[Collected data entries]
━━━━
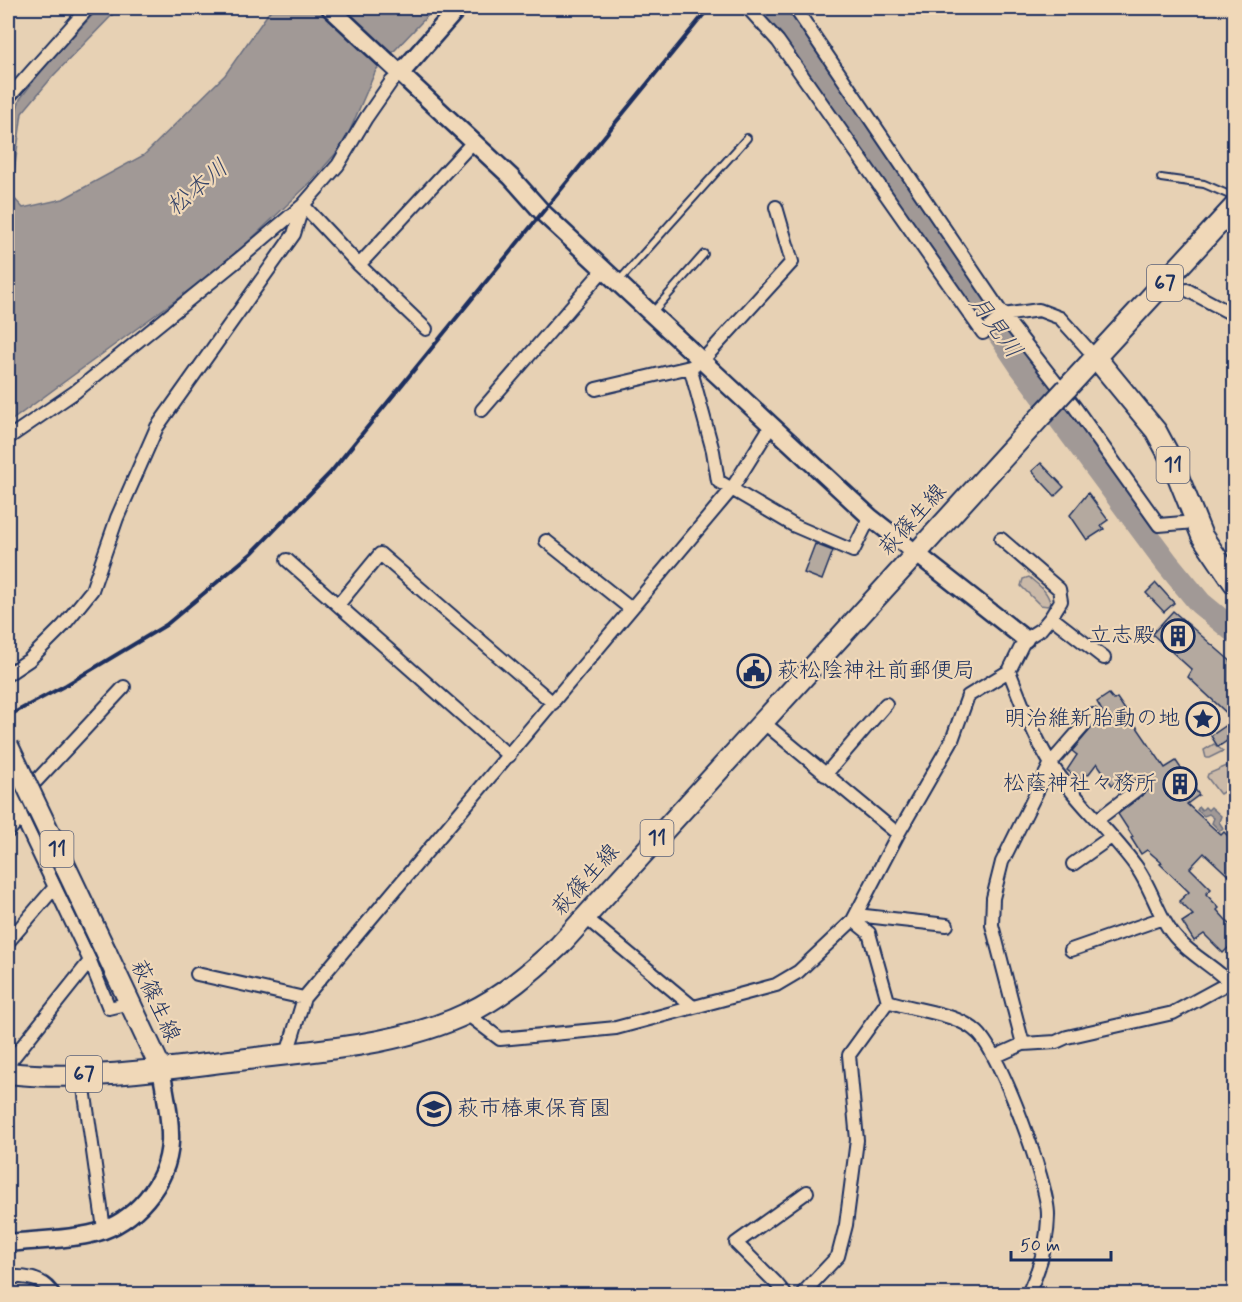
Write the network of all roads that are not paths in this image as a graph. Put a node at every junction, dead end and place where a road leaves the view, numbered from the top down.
1 (88, 8) edge
2 (330, 8) edge
3 (458, 8) edge
4 (748, 8) edge
5 (795, 8) edge
6 (397, 68) junction
7 (8, 98) edge
8 (747, 138) dead end
9 (474, 141) junction
10 (1161, 178) dead end
11 (1234, 197) edge
12 (303, 205) junction
13 (776, 207) dead end
14 (1234, 207) edge
15 (704, 254) dead end
16 (359, 265) junction
17 (604, 269) junction
18 (618, 282) junction
19 (1187, 290) dead end
20 (651, 313) junction
21 (1003, 315) junction
22 (1234, 315) edge
23 (426, 330) dead end
24 (1096, 358) junction
25 (696, 364) junction
26 (596, 389) dead end
27 (482, 410) dead end
28 (771, 426) junction
29 (8, 438) edge
30 (731, 490) junction
31 (870, 518) junction
32 (1195, 522) junction
33 (1001, 539) dead end
34 (546, 541) dead end
35 (915, 554) junction
36 (287, 560) dead end
37 (1234, 583) edge
38 (338, 605) junction
39 (632, 609) junction
40 (1051, 617) junction
41 (1026, 639) junction
42 (1104, 658) dead end
43 (1009, 671) junction
44 (8, 674) edge
45 (124, 687) dead end
46 (553, 703) junction
47 (886, 704) dead end
48 (1093, 715) dead end
49 (763, 722) junction
50 (8, 746) edge
51 (508, 756) junction
52 (1051, 763) junction
53 (825, 775) junction
54 (8, 781) edge
55 (1144, 784) dead end
56 (17, 802) junction
57 (21, 816) junction
58 (1097, 820) junction
59 (8, 832) edge
60 (898, 834) junction
61 (1112, 837) junction
62 (1073, 864) dead end
63 (56, 887) junction
64 (585, 917) junction
65 (855, 917) junction
66 (1163, 918) junction
67 (947, 925) dead end
68 (8, 942) edge
69 (1071, 950) dead end
70 (98, 956) junction
71 (197, 974) dead end
72 (1232, 984) edge
73 (304, 998) junction
74 (888, 1001) junction
75 (693, 1007) junction
76 (467, 1014) junction
77 (1023, 1044) junction
78 (287, 1054) junction
79 (994, 1057) junction
80 (8, 1064) edge
81 (161, 1069) junction
82 (8, 1073) edge
83 (82, 1074) junction
84 (807, 1192) dead end
85 (104, 1229) junction
86 (8, 1242) edge
87 (8, 1277) edge
88 (53, 1294) edge
89 (785, 1294) edge
90 (802, 1294) edge
91 (1028, 1294) edge

1 - 7 street
2 - 6 street
3 - 6 street
4 - 21 street
5 - 21 street
6 - 9 street
6 - 12 street
8 - 18 lane
9 - 16 street
9 - 17 street
10 - 11 lane
12 - 16 street
12 - 29 street
12 - 44 street
13 - 25 street
14 - 24 main road, 67
15 - 20 lane
16 - 23 street
17 - 18 street
17 - 27 street
18 - 20 street
19 - 22 street
20 - 25 street
21 - 24 street
21 - 32 street
24 - 32 main road, 11
24 - 35 main road, 萩篠生線 / 11, bridge
25 - 26 street
25 - 28 street
25 - 30 street
28 - 30 street
28 - 31 street
30 - 31 street
30 - 39 street
31 - 35 street
32 - 37 main road, 11
33 - 40 street
34 - 39 street
35 - 41 street
35 - 49 main road, 萩篠生線 / 11
36 - 38 street
38 - 46 street
38 - 51 street
39 - 46 street
40 - 41 street
40 - 42 street
41 - 43 street
43 - 52 street
43 - 60 street
45 - 56 street
46 - 51 street
47 - 53 street
48 - 52 street
49 - 53 street
49 - 64 main road, 萩篠生線 / 11
50 - 70 main road, 萩篠生線 / 11, bridge
51 - 73 street
52 - 58 street
52 - 77 street
53 - 60 street
54 - 56 street
55 - 58 street
56 - 57 street
57 - 59 street
57 - 63 street
58 - 61 street
60 - 65 street
61 - 62 street
61 - 66 street
63 - 68 street
63 - 70 street
64 - 75 street
64 - 76 main road, 萩篠生線 / 11
65 - 67 street
65 - 74 street
65 - 75 street
66 - 69 street
66 - 72 street
70 - 80 street
70 - 81 main road, 萩篠生線 / 11
71 - 73 street
72 - 77 street
73 - 78 street
74 - 79 street
74 - 90 street
75 - 76 street
76 - 78 main road, 萩篠生線 / 11
77 - 79 street
78 - 81 main road, 萩篠生線 / 11
79 - 91 street
81 - 83 main road, 67
81 - 85 street
82 - 83 main road, 67
83 - 85 street
84 - 89 street
85 - 86 street
87 - 88 street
━━━━
The data is to be returned exactly as it stands, pictures aside.

Written solution
Write the network of all roads that are not paths in this image as a graph. Put a node at every junction, dead end and place where a road leaves the view, numbered from the top down.
1 (88, 8) edge
2 (330, 8) edge
3 (458, 8) edge
4 (748, 8) edge
5 (795, 8) edge
6 (397, 68) junction
7 (8, 98) edge
8 (747, 138) dead end
9 (474, 141) junction
10 (1161, 178) dead end
11 (1234, 197) edge
12 (303, 205) junction
13 (776, 207) dead end
14 (1234, 207) edge
15 (704, 254) dead end
16 (359, 265) junction
17 (604, 269) junction
18 (618, 282) junction
19 (1187, 290) dead end
20 (651, 313) junction
21 (1003, 315) junction
22 (1234, 315) edge
23 (426, 330) dead end
24 (1096, 358) junction
25 (696, 364) junction
26 (596, 389) dead end
27 (482, 410) dead end
28 (771, 426) junction
29 (8, 438) edge
30 (731, 490) junction
31 (870, 518) junction
32 (1195, 522) junction
33 (1001, 539) dead end
34 (546, 541) dead end
35 (915, 554) junction
36 (287, 560) dead end
37 (1234, 583) edge
38 (338, 605) junction
39 (632, 609) junction
40 (1051, 617) junction
41 (1026, 639) junction
42 (1104, 658) dead end
43 (1009, 671) junction
44 (8, 674) edge
45 (124, 687) dead end
46 (553, 703) junction
47 (886, 704) dead end
48 (1093, 715) dead end
49 (763, 722) junction
50 (8, 746) edge
51 (508, 756) junction
52 (1051, 763) junction
53 (825, 775) junction
54 (8, 781) edge
55 (1144, 784) dead end
56 (17, 802) junction
57 (21, 816) junction
58 (1097, 820) junction
59 (8, 832) edge
60 (898, 834) junction
61 (1112, 837) junction
62 (1073, 864) dead end
63 (56, 887) junction
64 (585, 917) junction
65 (855, 917) junction
66 (1163, 918) junction
67 (947, 925) dead end
68 (8, 942) edge
69 (1071, 950) dead end
70 (98, 956) junction
71 (197, 974) dead end
72 (1232, 984) edge
73 (304, 998) junction
74 (888, 1001) junction
75 (693, 1007) junction
76 (467, 1014) junction
77 (1023, 1044) junction
78 (287, 1054) junction
79 (994, 1057) junction
80 (8, 1064) edge
81 (161, 1069) junction
82 (8, 1073) edge
83 (82, 1074) junction
84 (807, 1192) dead end
85 (104, 1229) junction
86 (8, 1242) edge
87 (8, 1277) edge
88 (53, 1294) edge
89 (785, 1294) edge
90 (802, 1294) edge
91 (1028, 1294) edge

1 - 7 street
2 - 6 street
3 - 6 street
4 - 21 street
5 - 21 street
6 - 9 street
6 - 12 street
8 - 18 lane
9 - 16 street
9 - 17 street
10 - 11 lane
12 - 16 street
12 - 29 street
12 - 44 street
13 - 25 street
14 - 24 main road, 67
15 - 20 lane
16 - 23 street
17 - 18 street
17 - 27 street
18 - 20 street
19 - 22 street
20 - 25 street
21 - 24 street
21 - 32 street
24 - 32 main road, 11
24 - 35 main road, 萩篠生線 / 11, bridge
25 - 26 street
25 - 28 street
25 - 30 street
28 - 30 street
28 - 31 street
30 - 31 street
30 - 39 street
31 - 35 street
32 - 37 main road, 11
33 - 40 street
34 - 39 street
35 - 41 street
35 - 49 main road, 萩篠生線 / 11
36 - 38 street
38 - 46 street
38 - 51 street
39 - 46 street
40 - 41 street
40 - 42 street
41 - 43 street
43 - 52 street
43 - 60 street
45 - 56 street
46 - 51 street
47 - 53 street
48 - 52 street
49 - 53 street
49 - 64 main road, 萩篠生線 / 11
50 - 70 main road, 萩篠生線 / 11, bridge
51 - 73 street
52 - 58 street
52 - 77 street
53 - 60 street
54 - 56 street
55 - 58 street
56 - 57 street
57 - 59 street
57 - 63 street
58 - 61 street
60 - 65 street
61 - 62 street
61 - 66 street
63 - 68 street
63 - 70 street
64 - 75 street
64 - 76 main road, 萩篠生線 / 11
65 - 67 street
65 - 74 street
65 - 75 street
66 - 69 street
66 - 72 street
70 - 80 street
70 - 81 main road, 萩篠生線 / 11
71 - 73 street
72 - 77 street
73 - 78 street
74 - 79 street
74 - 90 street
75 - 76 street
76 - 78 main road, 萩篠生線 / 11
77 - 79 street
78 - 81 main road, 萩篠生線 / 11
79 - 91 street
81 - 83 main road, 67
81 - 85 street
82 - 83 main road, 67
83 - 85 street
84 - 89 street
85 - 86 street
87 - 88 street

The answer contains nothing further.